3.3. Modification of the GCE

Prior to modification, the glassy carbon electrode (GCE, 3 mm diameter) surface was sequentially polished on chamois leather containing 5, 1, and 0.5 μm alpha-alumina (Al2O3) slurry. It was then sonicated in DI water for 10 min and dried in air. SWCNT were dispersed in ethanol (4 mg/mL) in an ultrasonication bath for 30 min. Then, 2 µL of the SWCNT suspension was drop-casted on the surface of the GCE and allowed to dry under an infrared lamp. The SWCNT/GCE was immersed in 0.1 M cobalt chloride in 0.1 M phosphate buffer pH 7. A cobalt oxide film (CoOx) was created by cyclic voltammetry with a potential range from −1.1 to 1.1 V over 30 cycles at a scan rate of 50 mV/s. The same technique without the SWCNT casting was used to prepare the CoOx/GCE.
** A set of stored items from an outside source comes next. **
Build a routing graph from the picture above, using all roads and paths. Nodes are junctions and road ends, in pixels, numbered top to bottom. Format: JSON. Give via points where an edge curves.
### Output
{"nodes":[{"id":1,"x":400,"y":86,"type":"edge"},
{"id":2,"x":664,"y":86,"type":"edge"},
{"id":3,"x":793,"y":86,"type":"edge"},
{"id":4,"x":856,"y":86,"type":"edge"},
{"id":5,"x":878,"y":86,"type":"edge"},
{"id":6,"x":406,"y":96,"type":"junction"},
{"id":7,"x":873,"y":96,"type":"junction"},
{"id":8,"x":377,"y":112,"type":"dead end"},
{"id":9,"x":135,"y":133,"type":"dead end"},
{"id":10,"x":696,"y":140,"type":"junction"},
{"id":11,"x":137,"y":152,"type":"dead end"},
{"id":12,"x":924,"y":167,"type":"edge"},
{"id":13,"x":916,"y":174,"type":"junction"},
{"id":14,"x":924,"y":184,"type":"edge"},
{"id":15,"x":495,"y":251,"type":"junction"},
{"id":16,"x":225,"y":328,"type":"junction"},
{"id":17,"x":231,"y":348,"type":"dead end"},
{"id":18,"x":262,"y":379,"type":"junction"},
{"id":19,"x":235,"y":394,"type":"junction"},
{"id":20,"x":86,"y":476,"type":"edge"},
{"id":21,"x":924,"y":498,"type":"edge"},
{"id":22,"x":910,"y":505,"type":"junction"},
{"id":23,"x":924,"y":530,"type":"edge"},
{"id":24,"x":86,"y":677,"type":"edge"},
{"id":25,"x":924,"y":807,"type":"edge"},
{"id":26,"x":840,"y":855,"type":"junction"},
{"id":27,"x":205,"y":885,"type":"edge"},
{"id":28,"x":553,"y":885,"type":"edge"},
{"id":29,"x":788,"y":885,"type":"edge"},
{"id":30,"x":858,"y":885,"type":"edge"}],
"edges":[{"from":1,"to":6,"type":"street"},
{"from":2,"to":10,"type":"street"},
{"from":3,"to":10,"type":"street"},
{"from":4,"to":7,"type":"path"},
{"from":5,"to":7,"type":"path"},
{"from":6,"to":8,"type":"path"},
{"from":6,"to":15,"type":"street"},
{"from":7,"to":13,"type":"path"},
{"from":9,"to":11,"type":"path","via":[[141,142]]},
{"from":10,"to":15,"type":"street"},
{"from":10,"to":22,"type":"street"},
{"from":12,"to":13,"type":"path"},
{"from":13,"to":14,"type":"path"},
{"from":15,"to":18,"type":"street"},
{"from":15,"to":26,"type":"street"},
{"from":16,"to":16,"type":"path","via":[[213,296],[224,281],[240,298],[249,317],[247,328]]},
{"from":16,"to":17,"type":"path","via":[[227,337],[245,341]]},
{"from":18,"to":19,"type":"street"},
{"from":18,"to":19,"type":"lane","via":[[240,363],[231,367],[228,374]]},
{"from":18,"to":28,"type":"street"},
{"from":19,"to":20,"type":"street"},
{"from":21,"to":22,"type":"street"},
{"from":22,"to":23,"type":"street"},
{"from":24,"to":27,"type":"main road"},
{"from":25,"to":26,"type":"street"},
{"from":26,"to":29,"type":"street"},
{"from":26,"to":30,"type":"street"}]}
3.4. Electrochemical Impedance Spectroscopy

EIS measurements were carried out in a solution containing 5 mM Fe(CN)64−/− in 0.1 M KCl with an open-circuit potential of 215 mV, at frequencies ranging from 100 kHz to 50 mHz and an AC amplitude of 5 mV.

3.5. Preparation of Real Samples

For the bromhexine tablet, an accurately weighed portion (0.1210 g) of each homogenized tablet (BROMSTAR©, nominal content of 8 mg BHC/tablet) was dissolved with 10 mL DI water. For the liquid drug formulation (BISOZIN©, nominal content of 4 mg BHC per 5 mL), 250 μL of the sample was transferred to an electrochemical cell containing 10 mL of phosphate buffer pH 5.5. No pretreatment was used for any of the samples.

4. Conclusions

We propose a facile approach for fabricating an electrochemical sensor useful for the determination of BHC. A CoOx film is deposited by cyclic voltammetry on a SWCNT-modified GCE. The presence of both SWCNT and CoOx leads to an improvement in the current response from the electrochemical oxidation of BHC. After optimizing the measurement conditions, the proposed sensor exhibited a high sensitivity and a wide analytical range for the determination of BHC. Moreover, the sensor delivered reproducible analytical results and a good selectivity towards BHC oxidation. The application of the proposed sensor for BHC determination in pharmaceutical samples was also successfully demonstrated.